What the task asks - Search the data for the word "Обороны" and copy every line where it occurs.

START Input data

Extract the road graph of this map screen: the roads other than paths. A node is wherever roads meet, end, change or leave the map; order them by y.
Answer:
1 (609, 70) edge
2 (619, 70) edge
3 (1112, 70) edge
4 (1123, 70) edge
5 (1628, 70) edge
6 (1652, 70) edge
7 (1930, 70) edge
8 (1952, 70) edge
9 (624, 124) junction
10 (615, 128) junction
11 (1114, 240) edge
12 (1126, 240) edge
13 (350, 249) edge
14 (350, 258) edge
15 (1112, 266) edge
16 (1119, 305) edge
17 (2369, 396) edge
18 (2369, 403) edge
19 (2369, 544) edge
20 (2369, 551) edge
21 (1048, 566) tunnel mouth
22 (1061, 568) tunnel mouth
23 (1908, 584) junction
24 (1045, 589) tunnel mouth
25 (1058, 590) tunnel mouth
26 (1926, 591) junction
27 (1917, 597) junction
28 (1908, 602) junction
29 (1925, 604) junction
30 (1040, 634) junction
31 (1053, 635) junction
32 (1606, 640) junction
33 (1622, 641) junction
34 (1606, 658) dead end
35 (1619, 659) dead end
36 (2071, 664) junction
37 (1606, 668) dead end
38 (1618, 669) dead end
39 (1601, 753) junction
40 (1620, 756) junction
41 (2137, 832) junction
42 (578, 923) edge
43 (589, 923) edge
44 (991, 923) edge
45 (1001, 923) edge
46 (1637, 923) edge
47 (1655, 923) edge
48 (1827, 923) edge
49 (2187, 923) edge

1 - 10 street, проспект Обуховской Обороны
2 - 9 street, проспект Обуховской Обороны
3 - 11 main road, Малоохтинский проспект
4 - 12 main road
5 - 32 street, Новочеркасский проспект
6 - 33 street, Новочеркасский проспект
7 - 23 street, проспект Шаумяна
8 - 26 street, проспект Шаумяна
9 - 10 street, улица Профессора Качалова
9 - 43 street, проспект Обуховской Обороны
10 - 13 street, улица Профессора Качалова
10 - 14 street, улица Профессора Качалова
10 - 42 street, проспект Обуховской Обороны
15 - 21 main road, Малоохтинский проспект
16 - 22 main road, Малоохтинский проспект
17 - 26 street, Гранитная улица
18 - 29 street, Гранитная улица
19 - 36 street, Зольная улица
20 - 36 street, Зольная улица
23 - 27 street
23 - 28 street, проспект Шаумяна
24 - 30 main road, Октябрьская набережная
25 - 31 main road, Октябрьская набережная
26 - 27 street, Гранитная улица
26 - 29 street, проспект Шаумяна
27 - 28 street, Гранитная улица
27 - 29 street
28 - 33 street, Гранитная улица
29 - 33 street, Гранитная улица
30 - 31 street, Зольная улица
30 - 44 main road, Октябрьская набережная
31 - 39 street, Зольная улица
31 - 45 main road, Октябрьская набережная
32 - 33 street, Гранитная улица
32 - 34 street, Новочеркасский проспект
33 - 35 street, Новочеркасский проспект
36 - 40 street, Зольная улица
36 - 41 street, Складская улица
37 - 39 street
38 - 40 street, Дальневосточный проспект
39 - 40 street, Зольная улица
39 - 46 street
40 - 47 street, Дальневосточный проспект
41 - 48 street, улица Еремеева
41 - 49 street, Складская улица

END Input data

Exercise output -
1 - 10 street, проспект Обуховской Обороны
2 - 9 street, проспект Обуховской Обороны
9 - 43 street, проспект Обуховской Обороны
10 - 42 street, проспект Обуховской Обороны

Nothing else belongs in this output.